_TASK DESCRIPTION_
Make an exact copy of the records, dropping all pictures.

[Collected data entries]
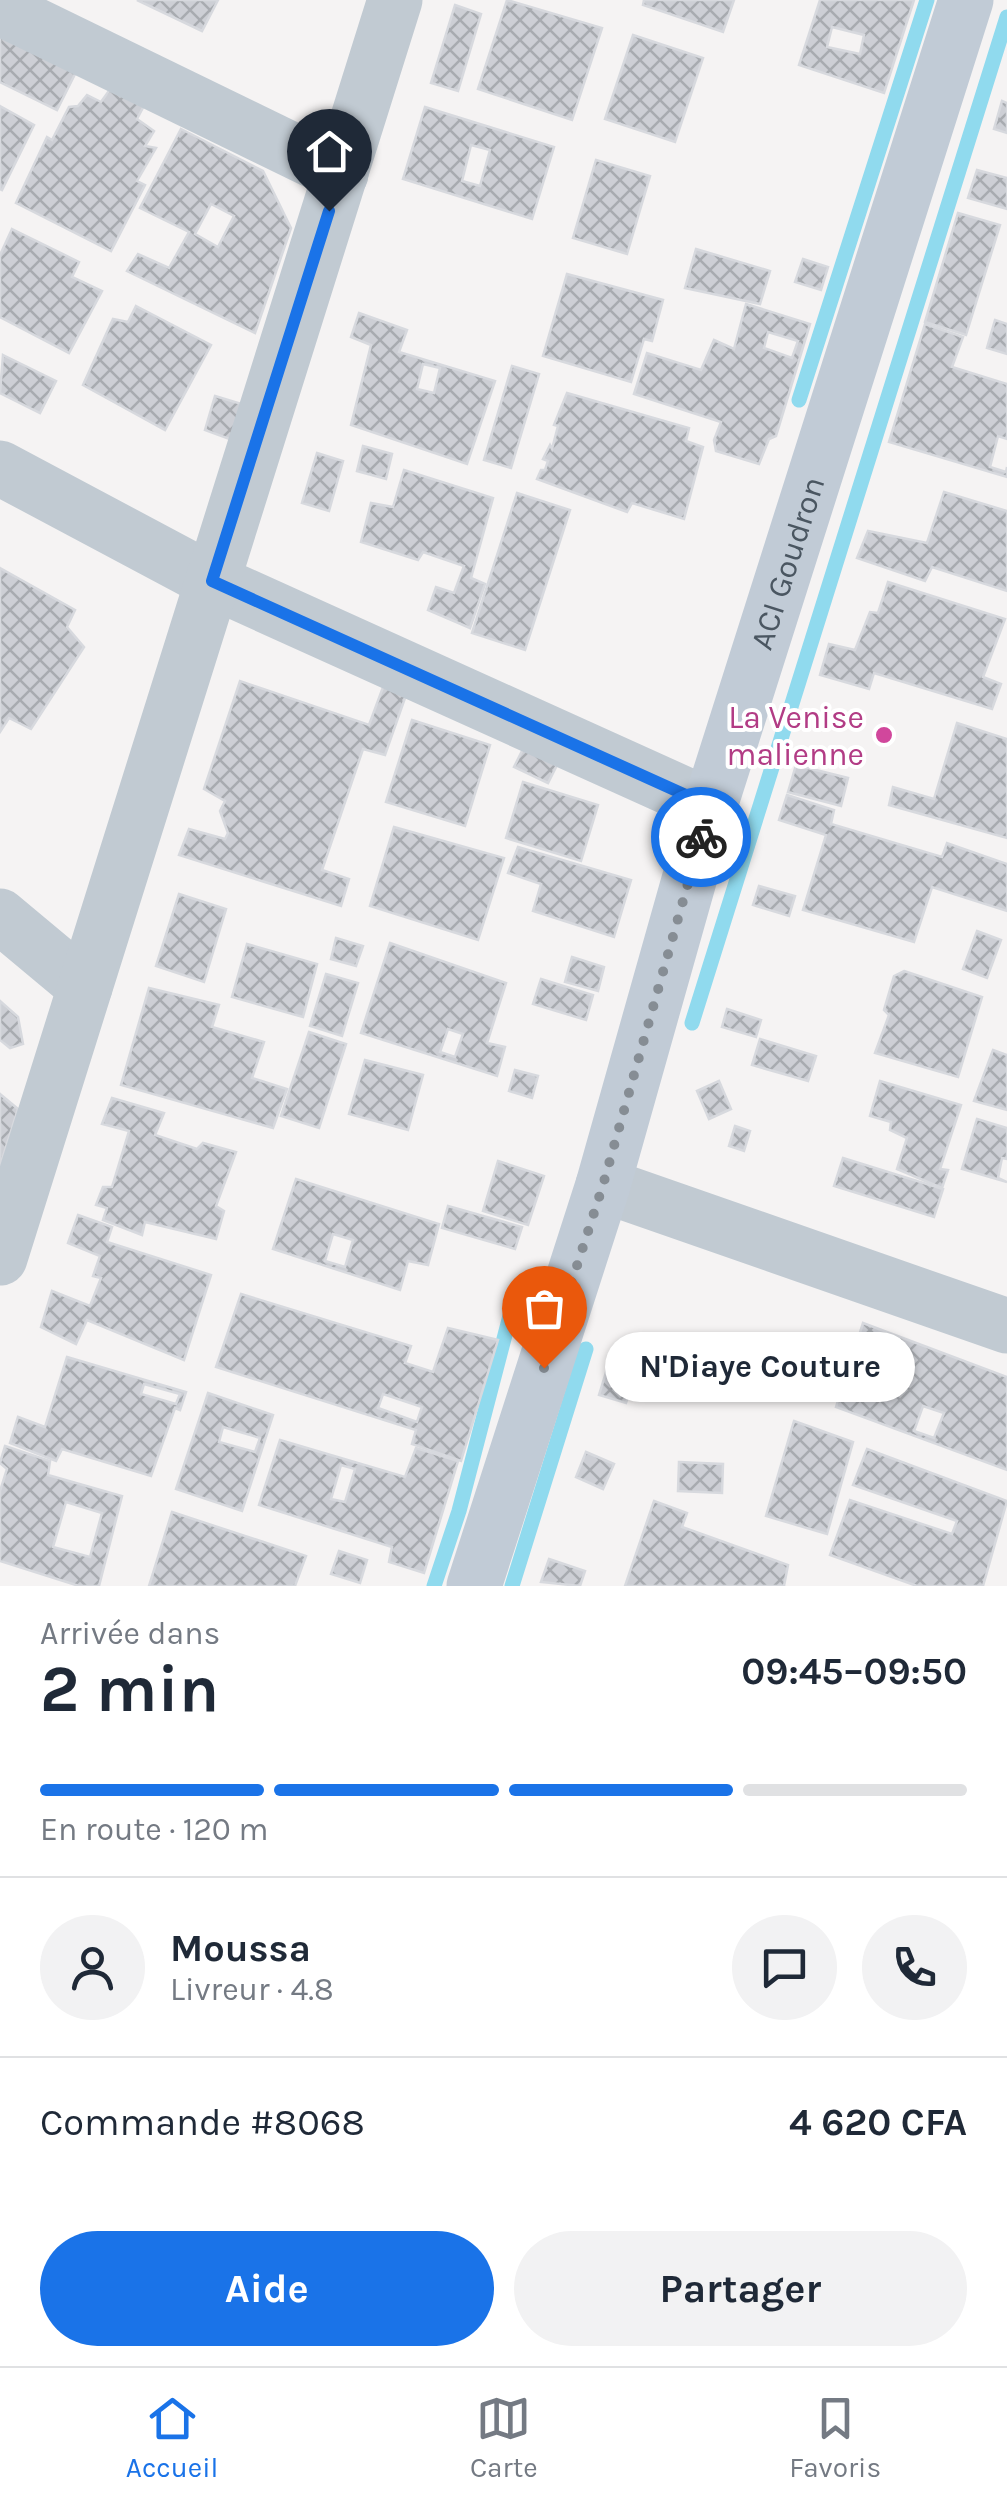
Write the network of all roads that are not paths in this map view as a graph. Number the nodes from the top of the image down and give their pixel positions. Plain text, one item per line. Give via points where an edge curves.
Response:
1 (395, 0) edge
2 (966, 0) edge
3 (0, 8) edge
4 (341, 174) junction
5 (0, 468) edge
6 (212, 581) junction
7 (710, 806) junction
8 (0, 916) edge
9 (85, 987) junction
10 (603, 1185) junction
11 (0, 1258) edge
12 (1007, 1326) edge
13 (474, 1586) edge

1 - 4 street
2 - 7 street, ACI Goudron
3 - 4 street
4 - 6 street
5 - 6 street
6 - 7 street
6 - 9 street
7 - 10 street, ACI Goudron
8 - 9 street
9 - 11 street
10 - 12 street
10 - 13 street, ACI Goudron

_EXERCISE RESPONSE_
Write the network of all roads that are not paths in this map view as a graph. Number the nodes from the top of the image down and give their pixel positions. Plain text, one item per line. Give via points where an edge curves.
Response:
1 (395, 0) edge
2 (966, 0) edge
3 (0, 8) edge
4 (341, 174) junction
5 (0, 468) edge
6 (212, 581) junction
7 (710, 806) junction
8 (0, 916) edge
9 (85, 987) junction
10 (603, 1185) junction
11 (0, 1258) edge
12 (1007, 1326) edge
13 (474, 1586) edge

1 - 4 street
2 - 7 street, ACI Goudron
3 - 4 street
4 - 6 street
5 - 6 street
6 - 7 street
6 - 9 street
7 - 10 street, ACI Goudron
8 - 9 street
9 - 11 street
10 - 12 street
10 - 13 street, ACI Goudron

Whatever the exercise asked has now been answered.